[Stored data entries]
■ ■ ■ ■

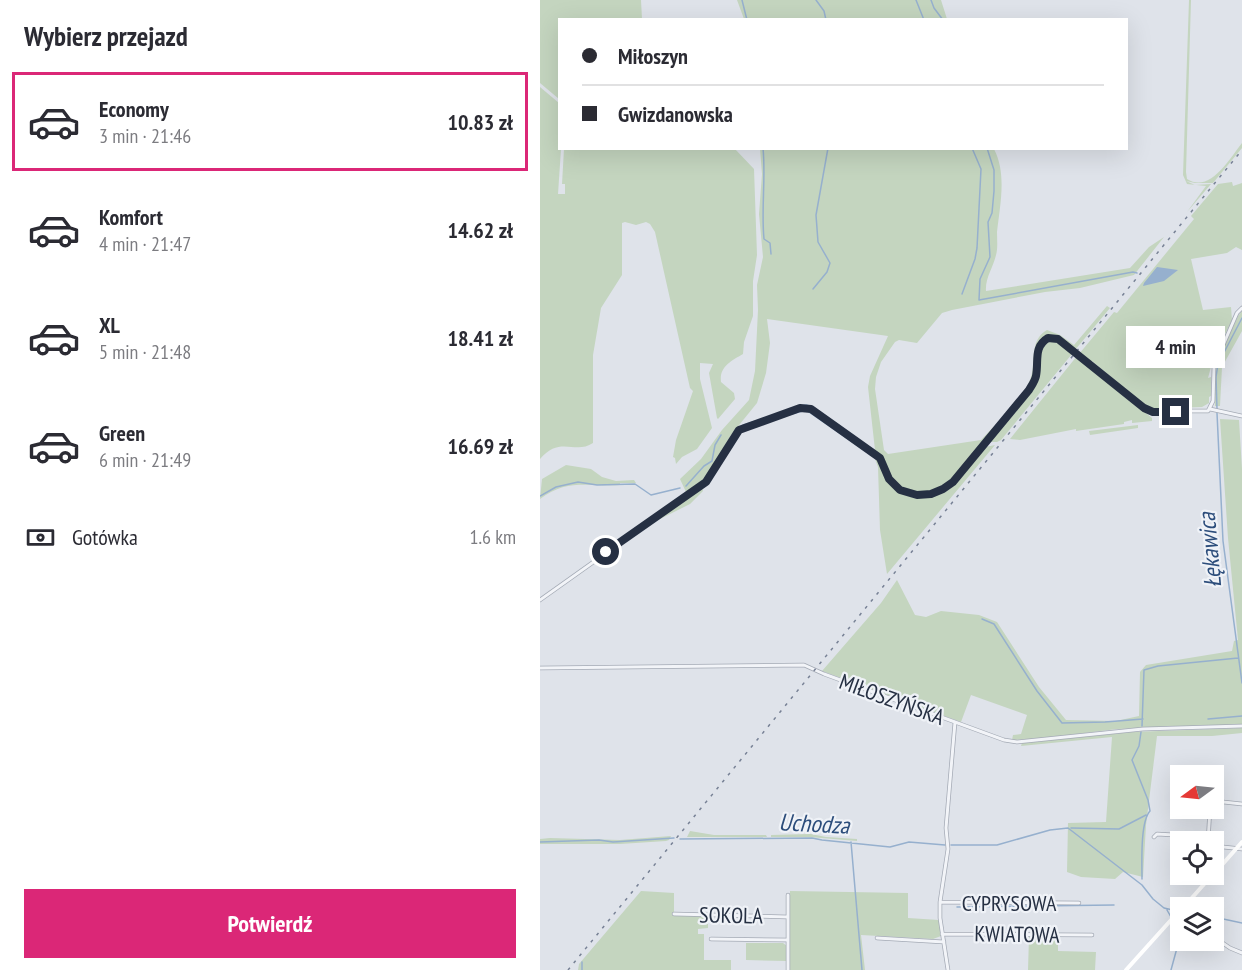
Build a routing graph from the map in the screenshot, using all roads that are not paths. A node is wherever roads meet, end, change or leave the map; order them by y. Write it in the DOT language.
graph roads {
  1 [pos="1242,308"];
  2 [pos="1210,409"];
  3 [pos="1242,416"];
  4 [pos="540,600"];
  5 [pos="540,668"];
  6 [pos="955,722"];
  7 [pos="1242,726"];
  8 [pos="1224,802"];
  9 [pos="1242,804"];
  10 [pos="1170,835"];
  11 [pos="1154,837"];
  12 [pos="1242,842"];
  13 [pos="1224,847"];
  14 [pos="1239,848"];
  15 [pos="1224,863"];
  16 [pos="1203,885"];
  17 [pos="788,895"];
  18 [pos="1193,897"];
  19 [pos="940,902"];
  20 [pos="1078,903"];
  21 [pos="674,914"];
  22 [pos="788,917"];
  23 [pos="1170,922"];
  24 [pos="942,934"];
  25 [pos="1092,936"];
  26 [pos="877,938"];
  27 [pos="711,939"];
  28 [pos="788,940"];
  29 [pos="944,942"];
  30 [pos="1224,944"];
  31 [pos="1242,953"];
  32 [pos="788,970"];
  33 [pos="948,970"];
  34 [pos="1126,970"];
  1 -- 2 [label="street"];
  2 -- 3 [label="street"];
  2 -- 4 [label="street"];
  5 -- 6 [label="street, MIŁOSZYŃSKA"];
  6 -- 7 [label="street, MIŁOSZYŃSKA"];
  6 -- 19 [label="street"];
  8 -- 9 [label="street"];
  10 -- 11 [label="street"];
  12 -- 14 [label="street"];
  13 -- 14 [label="street"];
  14 -- 15 [label="street"];
  16 -- 18 [label="street"];
  17 -- 22 [label="street"];
  19 -- 20 [label="street, CYPRYSOWA"];
  19 -- 24 [label="street"];
  21 -- 22 [label="street, SOKOLA"];
  22 -- 28 [label="street"];
  23 -- 34 [label="street"];
  24 -- 25 [label="street, KWIATOWA"];
  24 -- 29 [label="street"];
  26 -- 29 [label="street"];
  27 -- 28 [label="street"];
  28 -- 32 [label="street"];
  29 -- 33 [label="street"];
  30 -- 31 [label="street"];
}
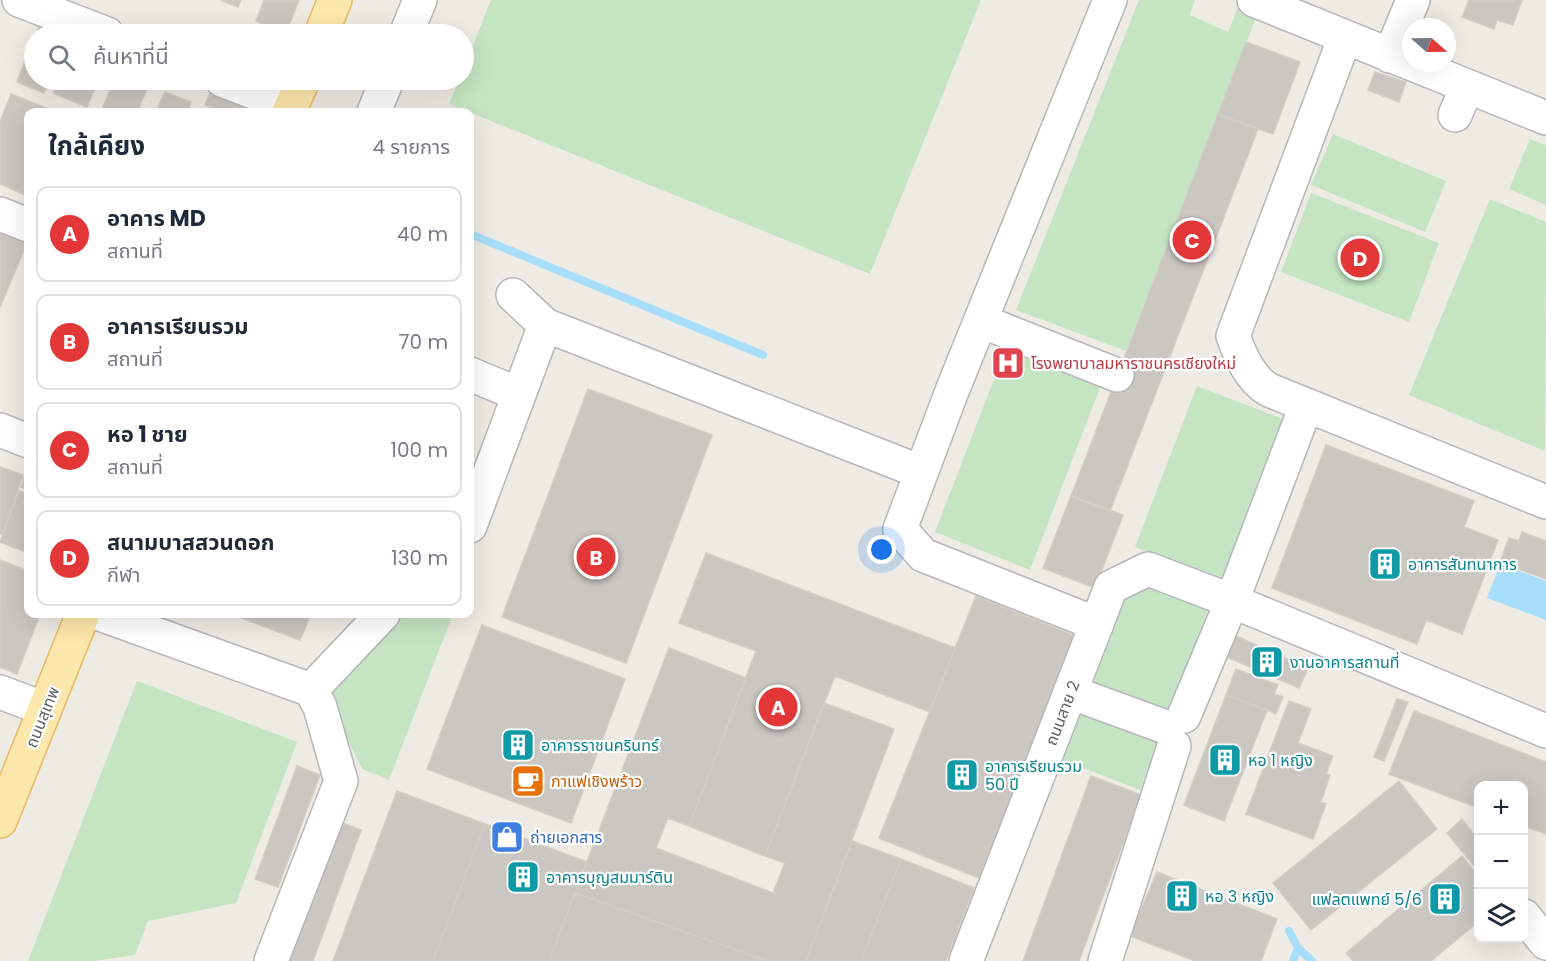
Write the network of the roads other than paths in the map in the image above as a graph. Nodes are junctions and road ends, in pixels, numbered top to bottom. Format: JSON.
{"nodes":[{"id":1,"x":20,"y":0,"type":"edge"},
{"id":2,"x":335,"y":0,"type":"edge"},
{"id":3,"x":420,"y":0,"type":"edge"},
{"id":4,"x":1110,"y":0,"type":"edge"},
{"id":5,"x":1254,"y":0,"type":"edge"},
{"id":6,"x":1391,"y":0,"type":"edge"},
{"id":7,"x":1413,"y":0,"type":"edge"},
{"id":8,"x":81,"y":24,"type":"edge"},
{"id":9,"x":325,"y":24,"type":"edge"},
{"id":10,"x":410,"y":24,"type":"edge"},
{"id":11,"x":1369,"y":48,"type":"junction"},
{"id":12,"x":258,"y":90,"type":"edge"},
{"id":13,"x":383,"y":90,"type":"edge"},
{"id":14,"x":295,"y":100,"type":"edge"},
{"id":15,"x":376,"y":108,"type":"edge"},
{"id":16,"x":1546,"y":118,"type":"edge"},
{"id":17,"x":0,"y":214,"type":"edge"},
{"id":18,"x":24,"y":223,"type":"edge"},
{"id":19,"x":513,"y":295,"type":"dead end"},
{"id":20,"x":981,"y":321,"type":"junction"},
{"id":21,"x":545,"y":325,"type":"junction"},
{"id":22,"x":1117,"y":375,"type":"dead end"},
{"id":23,"x":474,"y":376,"type":"edge"},
{"id":24,"x":518,"y":394,"type":"junction"},
{"id":25,"x":1306,"y":406,"type":"junction"},
{"id":26,"x":0,"y":430,"type":"edge"},
{"id":27,"x":24,"y":439,"type":"edge"},
{"id":28,"x":921,"y":472,"type":"junction"},
{"id":29,"x":1546,"y":502,"type":"edge"},
{"id":30,"x":474,"y":515,"type":"edge"},
{"id":31,"x":1232,"y":601,"type":"junction"},
{"id":32,"x":81,"y":618,"type":"edge"},
{"id":33,"x":111,"y":618,"type":"edge"},
{"id":34,"x":379,"y":618,"type":"edge"},
{"id":35,"x":1097,"y":624,"type":"junction"},
{"id":36,"x":311,"y":690,"type":"junction"},
{"id":37,"x":0,"y":692,"type":"edge"},
{"id":38,"x":1070,"y":692,"type":"junction"},
{"id":39,"x":45,"y":709,"type":"junction"},
{"id":40,"x":1174,"y":730,"type":"junction"},
{"id":41,"x":1546,"y":731,"type":"edge"},
{"id":42,"x":0,"y":821,"type":"edge"},
{"id":43,"x":1528,"y":921,"type":"edge"},
{"id":44,"x":1546,"y":943,"type":"edge"},
{"id":45,"x":1109,"y":950,"type":"edge"},
{"id":46,"x":271,"y":961,"type":"edge"},
{"id":47,"x":966,"y":961,"type":"edge"}],
"edges":[{"from":1,"to":8,"type":"street"},
{"from":2,"to":9,"type":"main road"},
{"from":3,"to":10,"type":"street"},
{"from":4,"to":20,"type":"street"},
{"from":5,"to":11,"type":"street"},
{"from":6,"to":11,"type":"street"},
{"from":7,"to":11,"type":"street"},
{"from":11,"to":16,"type":"street"},
{"from":11,"to":25,"type":"street"},
{"from":12,"to":14,"type":"street"},
{"from":13,"to":15,"type":"street"},
{"from":17,"to":18,"type":"street"},
{"from":19,"to":21,"type":"street"},
{"from":20,"to":22,"type":"street"},
{"from":20,"to":28,"type":"street"},
{"from":21,"to":24,"type":"street"},
{"from":21,"to":28,"type":"street"},
{"from":23,"to":24,"type":"street"},
{"from":24,"to":30,"type":"street"},
{"from":25,"to":29,"type":"street"},
{"from":25,"to":31,"type":"street"},
{"from":26,"to":27,"type":"street"},
{"from":28,"to":35,"type":"street"},
{"from":31,"to":35,"type":"street","name":"ถนนสาย 2"},
{"from":31,"to":40,"type":"street"},
{"from":31,"to":41,"type":"street","name":"ถนนสาย 2"},
{"from":32,"to":39,"type":"main road","name":"ถนนสุเทพ"},
{"from":33,"to":36,"type":"street"},
{"from":34,"to":36,"type":"street"},
{"from":35,"to":38,"type":"street","name":"ถนนสาย 2"},
{"from":36,"to":46,"type":"street"},
{"from":37,"to":39,"type":"street"},
{"from":38,"to":40,"type":"street"},
{"from":38,"to":47,"type":"street","name":"ถนนสาย 2"},
{"from":39,"to":42,"type":"main road","name":"ถนนสุเทพ"},
{"from":40,"to":45,"type":"street"},
{"from":43,"to":44,"type":"street"}]}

■ ■ ■ ■

EXERCISE OBJECTIVE: Search the entries for the word "MIŁOSZYŃSKA" and copy every line that has it.

RESPONSE TO THE TASK:
  5 -- 6 [label="street, MIŁOSZYŃSKA"];
  6 -- 7 [label="street, MIŁOSZYŃSKA"];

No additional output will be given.